» **Work instruction**
Your answer is a copy of every line in the records where "street" appears.
——
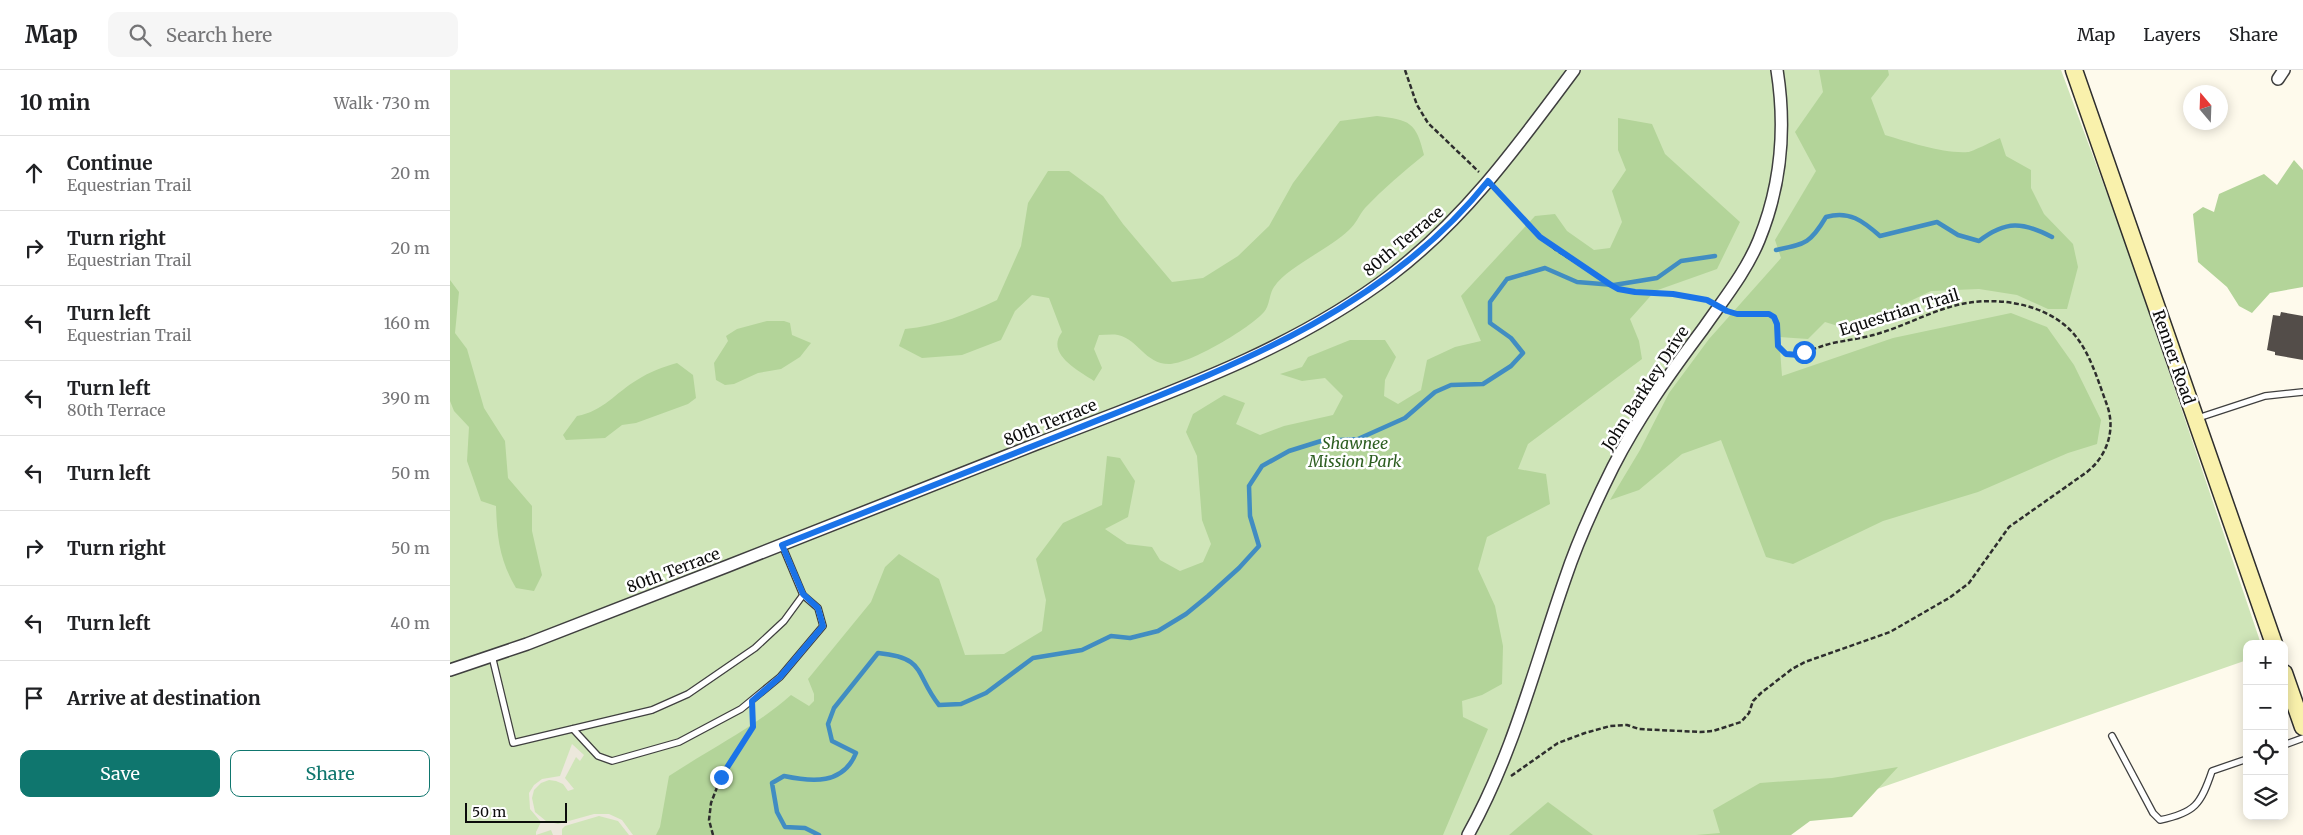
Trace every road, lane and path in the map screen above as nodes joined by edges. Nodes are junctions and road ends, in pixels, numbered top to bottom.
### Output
1 (1405, 70) edge
2 (1574, 70) edge
3 (1777, 70) edge
4 (2074, 70) edge
5 (1488, 181) junction
6 (1719, 306) junction
7 (2303, 392) edge
8 (2196, 418) junction
9 (782, 545) junction
10 (803, 594) junction
11 (2273, 640) edge
12 (492, 656) junction
13 (450, 670) edge
14 (2288, 684) edge
15 (752, 701) junction
16 (2303, 727) edge
17 (573, 729) junction
18 (2112, 736) dead end
19 (2303, 738) edge
20 (2288, 744) edge
21 (2243, 760) edge
22 (1508, 778) dead end
23 (713, 835) edge
24 (1468, 835) edge

1 - 5 path, Equestrian Trail
2 - 5 street, 80th Terrace
3 - 6 street, John Barkley Drive
4 - 8 main road, Renner Road
5 - 6 path, Equestrian Trail
5 - 9 street, 80th Terrace
6 - 22 path, Equestrian Trail
6 - 24 street, John Barkley Drive
7 - 8 lane
8 - 11 main road, Renner Road
9 - 10 lane
9 - 12 street, 80th Terrace
10 - 15 lane
10 - 17 lane
12 - 13 street, 80th Terrace
12 - 17 lane
14 - 16 main road
15 - 17 lane
15 - 23 path
18 - 21 lane
19 - 20 lane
——
» **Answer box**
2 - 5 street, 80th Terrace
3 - 6 street, John Barkley Drive
5 - 9 street, 80th Terrace
6 - 24 street, John Barkley Drive
9 - 12 street, 80th Terrace
12 - 13 street, 80th Terrace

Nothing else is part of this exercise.